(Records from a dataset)
________________________________________
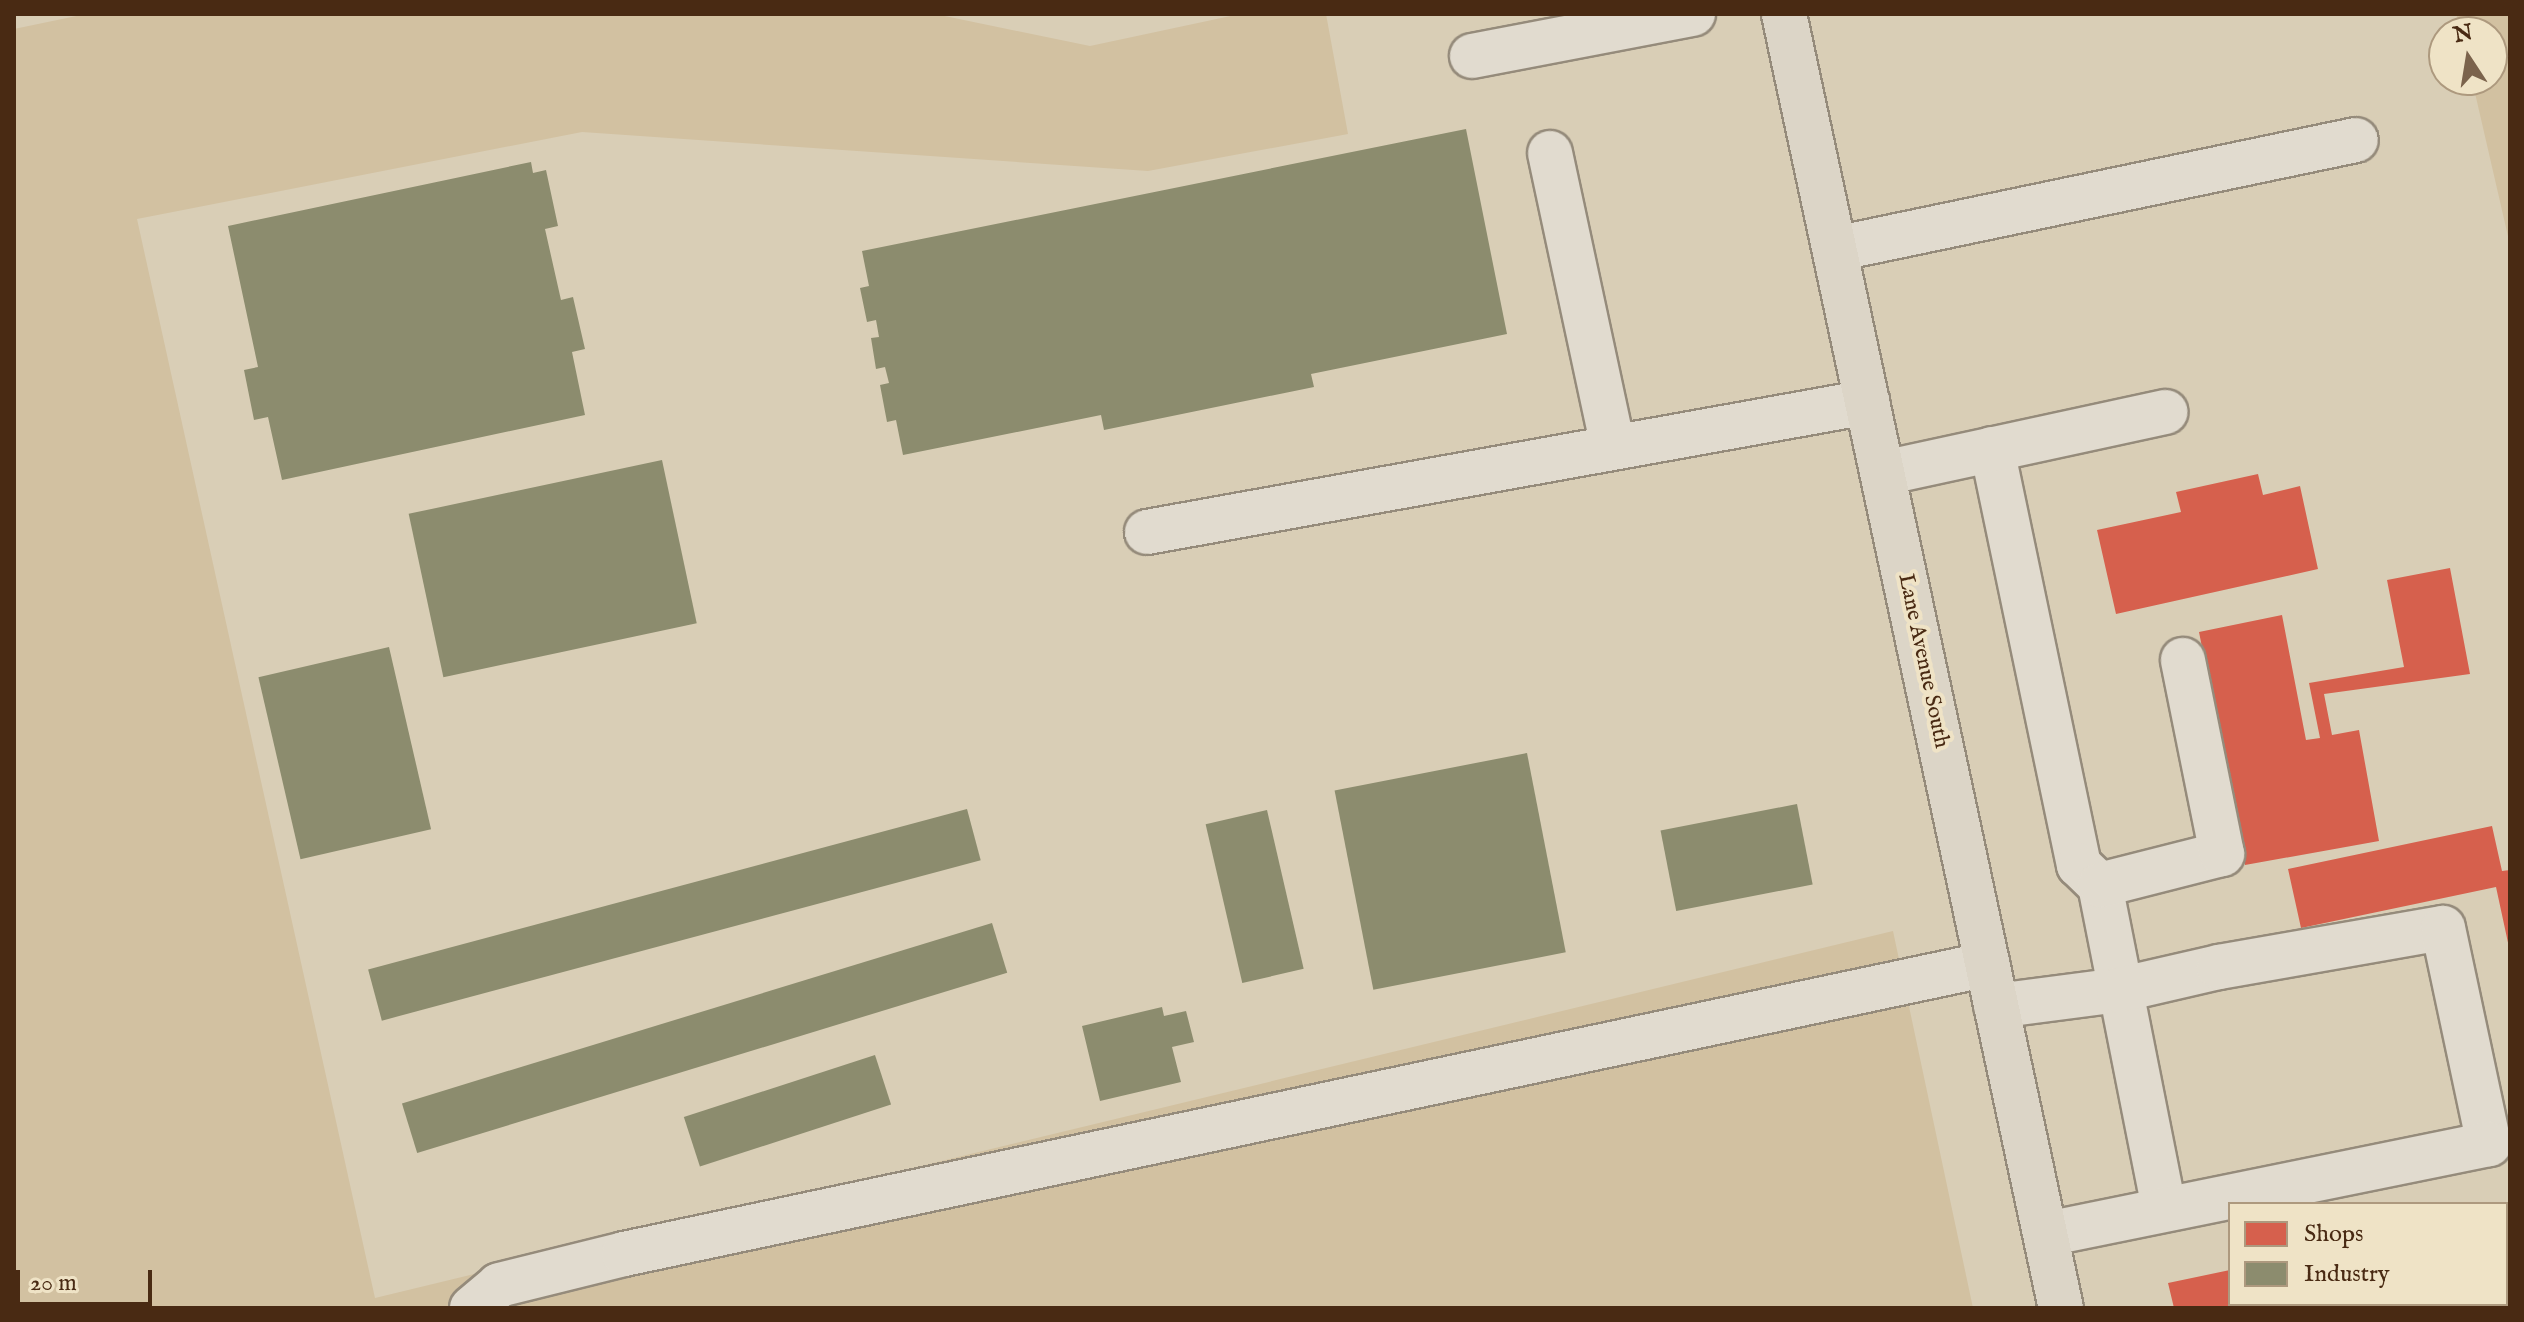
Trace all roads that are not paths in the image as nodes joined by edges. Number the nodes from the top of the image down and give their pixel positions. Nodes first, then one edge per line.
1 (1693, 14) edge
2 (1784, 14) edge
3 (1472, 56) dead end
4 (2356, 140) dead end
5 (1550, 153) dead end
6 (1835, 249) junction
7 (1867, 402) junction
8 (2165, 412) dead end
9 (1613, 446) junction
10 (1992, 449) junction
11 (1883, 473) junction
12 (1147, 532) dead end
13 (2183, 660) dead end
14 (2100, 885) junction
15 (1992, 985) junction
16 (2119, 990) junction
17 (2164, 1208) junction
18 (2046, 1234) junction
19 (472, 1308) edge
20 (2061, 1308) edge

1 - 3 lane
2 - 6 main road, Lane Avenue South
4 - 6 lane
5 - 9 lane
6 - 7 main road, Lane Avenue South
7 - 9 lane
7 - 11 main road, Lane Avenue South
8 - 10 lane
9 - 12 lane
10 - 11 lane
10 - 14 lane
11 - 15 main road, Lane Avenue South
13 - 14 lane
14 - 16 lane
15 - 16 lane
15 - 18 main road, Lane Avenue South
15 - 19 lane
16 - 17 lane
16 - 17 lane
17 - 18 lane
18 - 20 main road, Lane Avenue South

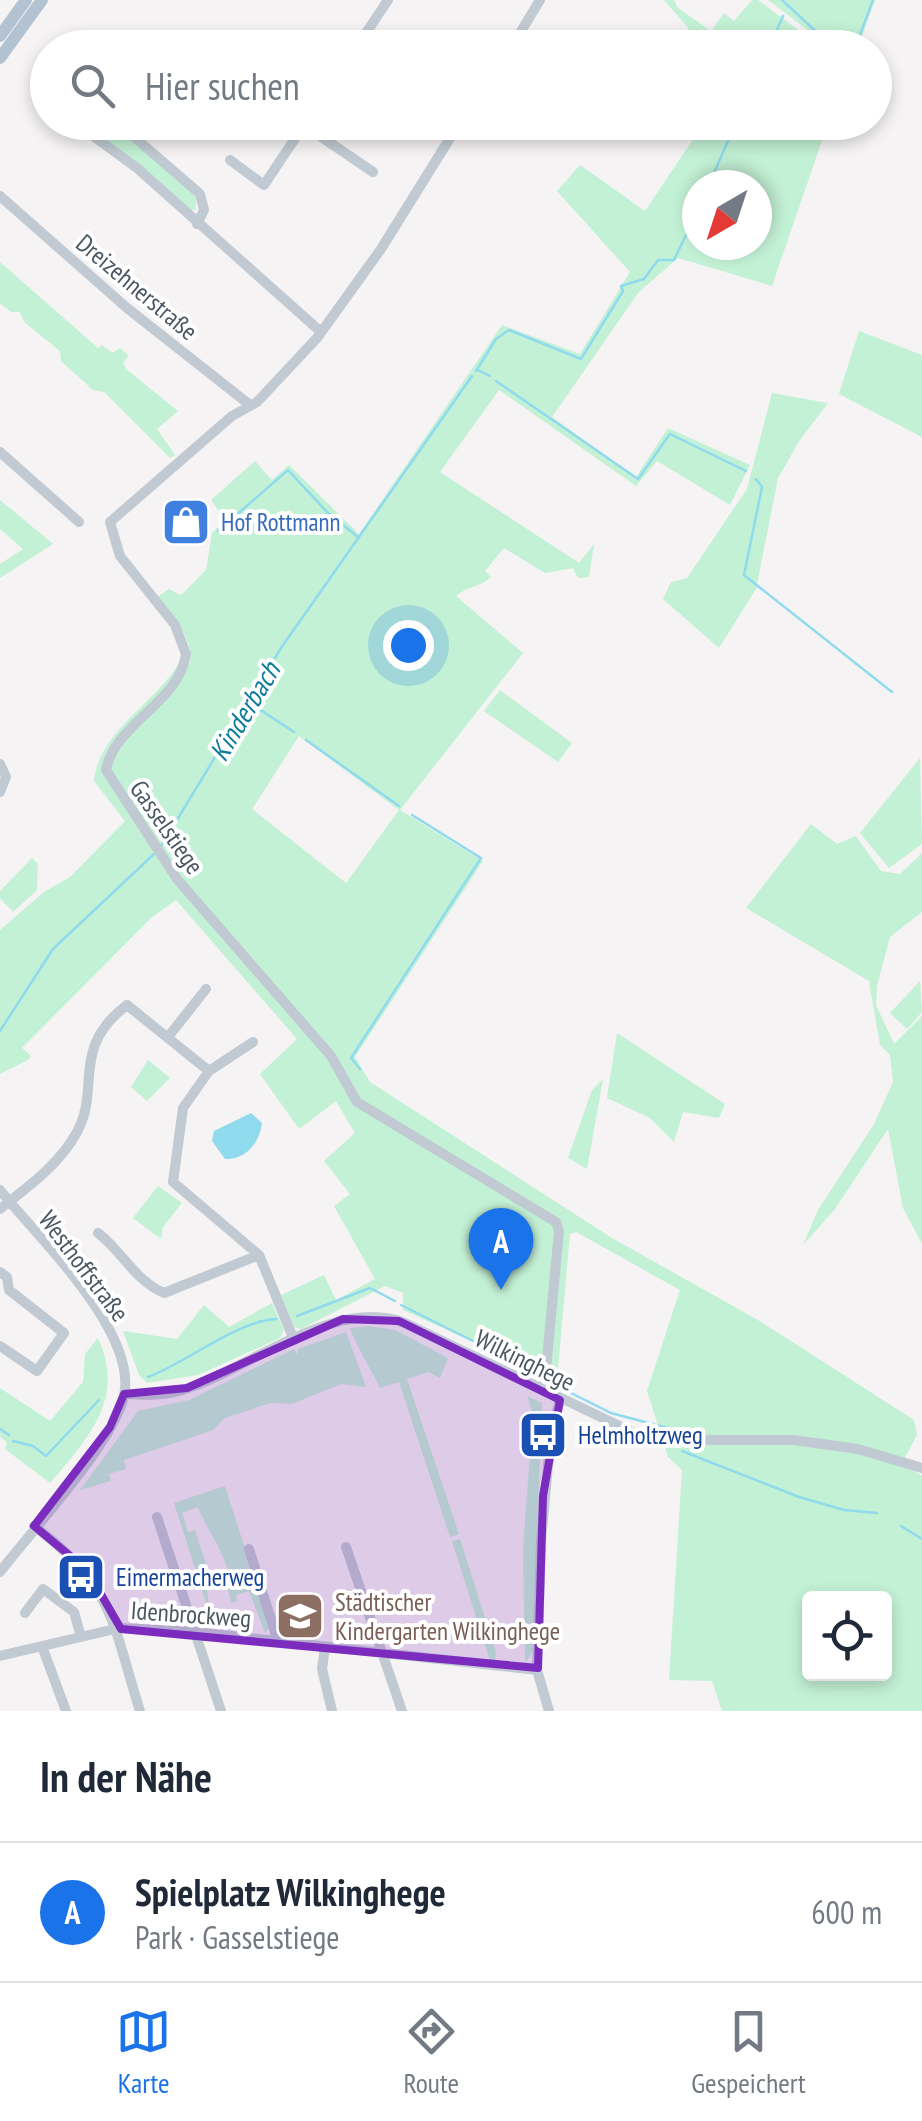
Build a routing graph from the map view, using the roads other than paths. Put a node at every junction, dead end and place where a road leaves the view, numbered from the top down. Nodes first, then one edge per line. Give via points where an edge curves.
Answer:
1 (26, 0) edge
2 (42, 0) edge
3 (388, 0) edge
4 (540, 0) edge
5 (368, 30) edge
6 (521, 30) edge
7 (0, 36) edge
8 (0, 58) edge
9 (104, 140) edge
10 (138, 140) edge
11 (294, 140) edge
12 (327, 140) edge
13 (449, 140) edge
14 (230, 160) dead end
15 (372, 172) dead end
16 (0, 196) edge
17 (197, 224) junction
18 (321, 332) junction
19 (250, 405) junction
20 (0, 452) edge
21 (79, 522) dead end
22 (0, 764) edge
23 (0, 792) edge
24 (206, 989) dead end
25 (168, 1037) junction
26 (253, 1042) dead end
27 (209, 1071) junction
28 (0, 1190) edge
29 (5, 1205) edge
30 (98, 1233) dead end
31 (259, 1255) junction
32 (0, 1272) edge
33 (4, 1293) edge
34 (294, 1340) junction
35 (0, 1346) edge
36 (544, 1391) junction
37 (124, 1394) junction
38 (560, 1400) junction
39 (922, 1468) edge
40 (157, 1525) dead end
41 (34, 1526) junction
42 (346, 1547) dead end
43 (249, 1548) dead end
44 (1, 1569) edge
45 (24, 1612) dead end
46 (119, 1628) junction
47 (196, 1632) junction
48 (82, 1637) junction
49 (278, 1642) junction
50 (325, 1647) junction
51 (43, 1649) junction
52 (382, 1655) junction
53 (0, 1656) edge
54 (536, 1670) junction
55 (66, 1711) edge
56 (140, 1711) edge
57 (221, 1711) edge
58 (332, 1711) edge
59 (402, 1711) edge
60 (549, 1711) edge

1 - 7 main road
2 - 8 main road
3 - 5 street
4 - 6 street
9 - 17 street
10 - 17 street via 200,194 204,210
11 - 14 street via 264,184
12 - 15 street
13 - 18 street, Gasselstiege
16 - 19 street, Dreizehnerstraße
17 - 18 street
18 - 19 street, Gasselstiege
19 - 36 street, Gasselstiege via 110,522 129,570 184,642 185,664 106,765 161,855 331,1056 356,1102 556,1222
20 - 21 street
22 - 23 street via 6,777
24 - 25 street
25 - 27 street
25 - 29 street via 124,1006 92,1048 78,1128 39,1180
26 - 27 street
27 - 31 street via 183,1108 173,1182
28 - 29 street, Westhoffstraße
29 - 37 street, Westhoffstraße via 110,1332 123,1363
30 - 31 street via 118,1248 122,1263 161,1293
31 - 34 street
32 - 33 street via 7,1277
33 - 35 street via 64,1333 37,1371
34 - 36 street, Wilkinghege via 351,1317 386,1317
34 - 37 street, Wilkinghege via 188,1388
36 - 38 street, Wilkinghege
37 - 41 street via 110,1427
38 - 39 street, Wilkinghege via 646,1436 793,1440
38 - 54 street via 543,1496
40 - 47 street
41 - 44 street
41 - 46 street via 86,1570
42 - 52 street
43 - 49 street
45 - 48 street via 39,1585 74,1612
46 - 47 street, Idenbrockweg
46 - 48 street, Idenbrockweg
46 - 56 street
47 - 49 street, Idenbrockweg
47 - 57 street
48 - 51 street, Idenbrockweg
49 - 50 street, Idenbrockweg
50 - 52 street, Idenbrockweg
50 - 58 street via 322,1669
51 - 53 street, Idenbrockweg
51 - 55 street
52 - 54 street, Idenbrockweg
52 - 59 street
54 - 60 street

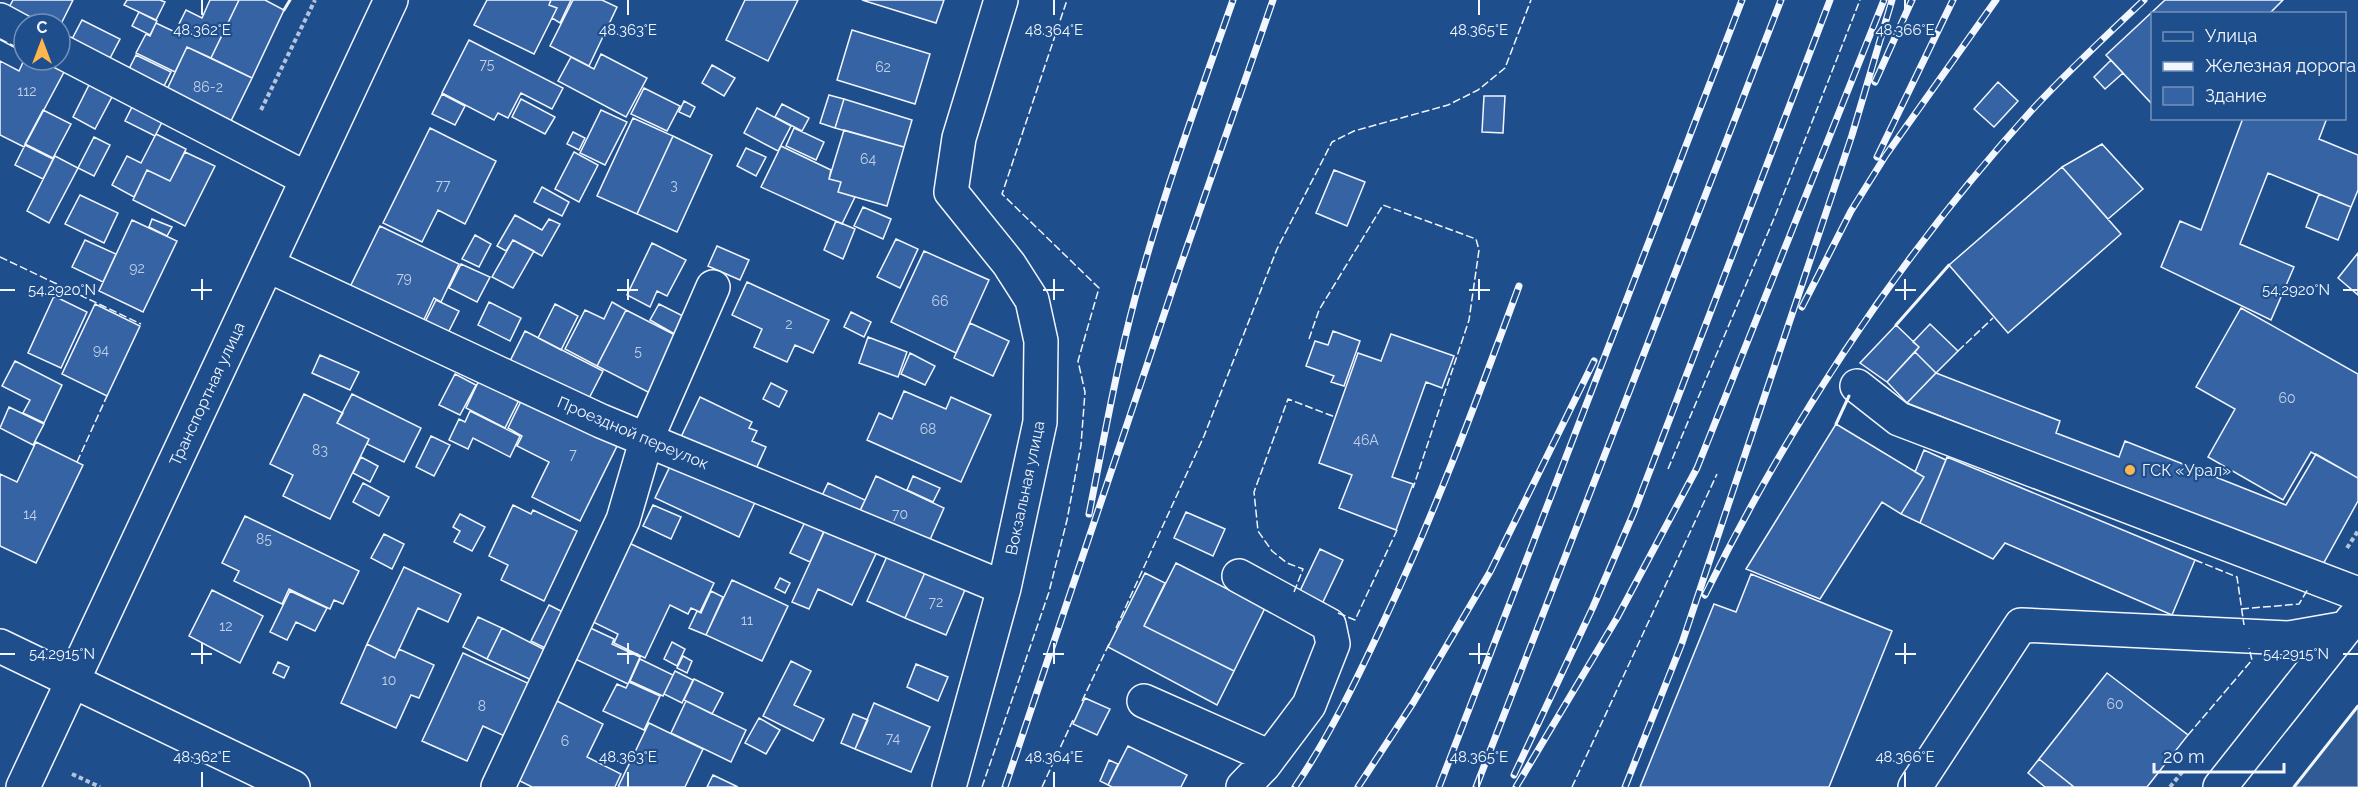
________________________________________
#### [What to work on]
The output is the lines from the start of the data above through the line containing "Build a routing", unchanged, with any picture left out.

#### [Response to the exercise]
Trace all roads that are not paths in the image as nodes joined by edges. Number the nodes from the top of the image down and give their pixel positions. Nodes first, then one edge per line.
1 (1693, 14) edge
2 (1784, 14) edge
3 (1472, 56) dead end
4 (2356, 140) dead end
5 (1550, 153) dead end
6 (1835, 249) junction
7 (1867, 402) junction
8 (2165, 412) dead end
9 (1613, 446) junction
10 (1992, 449) junction
11 (1883, 473) junction
12 (1147, 532) dead end
13 (2183, 660) dead end
14 (2100, 885) junction
15 (1992, 985) junction
16 (2119, 990) junction
17 (2164, 1208) junction
18 (2046, 1234) junction
19 (472, 1308) edge
20 (2061, 1308) edge

1 - 3 lane
2 - 6 main road, Lane Avenue South
4 - 6 lane
5 - 9 lane
6 - 7 main road, Lane Avenue South
7 - 9 lane
7 - 11 main road, Lane Avenue South
8 - 10 lane
9 - 12 lane
10 - 11 lane
10 - 14 lane
11 - 15 main road, Lane Avenue South
13 - 14 lane
14 - 16 lane
15 - 16 lane
15 - 18 main road, Lane Avenue South
15 - 19 lane
16 - 17 lane
16 - 17 lane
17 - 18 lane
18 - 20 main road, Lane Avenue South

Build a routing graph from the map view, using the roads other than paths. Put a node at every junction, dead end and place where a road leaves the view, numbered from the top down. Nodes first, then one edge per line. Give via points where an edge curves.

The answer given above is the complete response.